Not many histories touch equally on Andaman Island cannibals and the imperial palaces of the Ottomans. Necessarily a dense work, it is also delightful in its sheer scope and variety. This is especially true in a writer as witty as Cook, who sustains a breezy, Socratic style throughout, inviting the reader to consider with him the “good questions” of history, those without any clear-cut answer. He has also plainly benefited from decades of teaching undergraduates and is able to pierce through complicated bits of theology and theory.

His explanation of the Christological schisms from Orthodoxy in early Christianity is Chestertonian in turning a doctrinal quagmire into a quip. “There were the Arians, for whom God had not always had a son; the Nestorians, for whom God did not have a mother; and the Monophysites, for whom God died on the cross. Eventually, in the Orthodox view, these heretics would be joined by the Catholics of western and central Europe over a doctrinal issue of such nuance that we can ignore it.” Cook sustains this combination of wit and insight on topics as varied as the Tuareg practice of veiling males, the challenge of saddling a camel (how do you deal with the hump?), and a millennium of Russian insobriety. 

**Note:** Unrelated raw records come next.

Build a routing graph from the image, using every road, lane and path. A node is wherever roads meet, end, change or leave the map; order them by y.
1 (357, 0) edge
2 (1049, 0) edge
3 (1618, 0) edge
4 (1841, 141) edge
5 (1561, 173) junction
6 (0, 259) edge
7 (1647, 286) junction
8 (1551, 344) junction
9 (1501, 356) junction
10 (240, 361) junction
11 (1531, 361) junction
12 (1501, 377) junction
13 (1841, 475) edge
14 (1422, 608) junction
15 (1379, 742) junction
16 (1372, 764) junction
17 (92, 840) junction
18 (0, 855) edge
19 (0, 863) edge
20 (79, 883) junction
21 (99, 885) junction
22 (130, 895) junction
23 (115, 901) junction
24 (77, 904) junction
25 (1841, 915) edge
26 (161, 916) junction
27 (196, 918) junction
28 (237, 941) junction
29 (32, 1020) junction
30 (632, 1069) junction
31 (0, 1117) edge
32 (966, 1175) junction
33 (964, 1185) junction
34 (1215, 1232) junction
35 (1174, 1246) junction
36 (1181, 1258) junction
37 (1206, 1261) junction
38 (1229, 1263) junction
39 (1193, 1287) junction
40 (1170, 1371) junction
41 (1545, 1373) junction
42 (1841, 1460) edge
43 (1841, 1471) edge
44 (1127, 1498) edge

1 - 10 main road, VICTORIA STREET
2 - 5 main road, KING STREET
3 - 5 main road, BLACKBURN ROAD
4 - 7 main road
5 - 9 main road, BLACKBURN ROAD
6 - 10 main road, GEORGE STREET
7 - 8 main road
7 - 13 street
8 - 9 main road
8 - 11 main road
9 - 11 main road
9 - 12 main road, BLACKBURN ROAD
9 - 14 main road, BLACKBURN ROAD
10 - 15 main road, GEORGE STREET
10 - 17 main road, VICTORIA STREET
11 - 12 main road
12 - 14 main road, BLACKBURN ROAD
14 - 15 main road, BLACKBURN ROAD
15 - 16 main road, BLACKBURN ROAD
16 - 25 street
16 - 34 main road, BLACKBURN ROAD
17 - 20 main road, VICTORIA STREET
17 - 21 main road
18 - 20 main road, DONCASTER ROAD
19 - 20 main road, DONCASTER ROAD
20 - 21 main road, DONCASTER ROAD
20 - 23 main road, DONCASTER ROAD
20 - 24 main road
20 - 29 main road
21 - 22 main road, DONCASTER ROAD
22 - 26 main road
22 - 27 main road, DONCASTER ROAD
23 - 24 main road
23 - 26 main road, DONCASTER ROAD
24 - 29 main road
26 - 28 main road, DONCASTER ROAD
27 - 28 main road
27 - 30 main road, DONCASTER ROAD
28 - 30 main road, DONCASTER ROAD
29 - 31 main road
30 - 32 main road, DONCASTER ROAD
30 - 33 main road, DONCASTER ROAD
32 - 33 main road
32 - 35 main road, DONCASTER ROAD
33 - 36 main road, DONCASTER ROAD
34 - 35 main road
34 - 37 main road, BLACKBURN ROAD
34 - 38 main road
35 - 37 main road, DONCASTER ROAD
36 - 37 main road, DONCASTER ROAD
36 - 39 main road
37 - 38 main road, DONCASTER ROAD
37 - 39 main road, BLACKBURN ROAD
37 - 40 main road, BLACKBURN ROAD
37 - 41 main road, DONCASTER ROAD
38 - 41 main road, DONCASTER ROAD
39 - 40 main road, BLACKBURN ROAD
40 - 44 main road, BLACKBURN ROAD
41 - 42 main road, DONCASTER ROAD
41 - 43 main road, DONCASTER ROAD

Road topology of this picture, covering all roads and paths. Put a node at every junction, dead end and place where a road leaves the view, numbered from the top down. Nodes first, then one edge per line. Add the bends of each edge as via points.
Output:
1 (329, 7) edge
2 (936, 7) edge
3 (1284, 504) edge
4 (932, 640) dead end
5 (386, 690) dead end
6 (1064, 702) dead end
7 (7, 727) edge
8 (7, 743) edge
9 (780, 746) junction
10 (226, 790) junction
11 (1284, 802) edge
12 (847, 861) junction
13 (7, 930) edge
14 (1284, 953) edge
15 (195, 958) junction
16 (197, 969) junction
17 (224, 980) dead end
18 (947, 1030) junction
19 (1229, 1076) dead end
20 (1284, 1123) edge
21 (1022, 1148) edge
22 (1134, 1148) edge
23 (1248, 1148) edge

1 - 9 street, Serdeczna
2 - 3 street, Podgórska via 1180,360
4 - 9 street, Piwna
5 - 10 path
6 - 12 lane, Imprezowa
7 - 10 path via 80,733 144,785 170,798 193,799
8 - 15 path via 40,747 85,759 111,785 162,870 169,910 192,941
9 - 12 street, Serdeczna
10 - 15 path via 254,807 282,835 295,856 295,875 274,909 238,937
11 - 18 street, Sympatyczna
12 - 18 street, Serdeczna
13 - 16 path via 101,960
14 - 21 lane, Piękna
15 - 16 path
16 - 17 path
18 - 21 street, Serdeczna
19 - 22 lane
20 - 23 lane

Dates, names, and places are important in this book, in another break with the trendier history of recent decades. He also benefits from eschewing jargon and political correctness in writing about the adherents of what might be the 21st century’s most thin-skinned religion. His explanation for why he continues to use anno Domini dating in place of the abominable “Common Era” is as succinct an argument for the secular use of Christian dating as I have come across. “In references to ancient history I occasionally use the abbreviations ‘BC’ and ‘AD’ to avoid ambiguity; I do so in the same spirit as I speak of ‘Wednesday’ or ‘Thursday’ without implying a belief in the pagan gods these days are named for.”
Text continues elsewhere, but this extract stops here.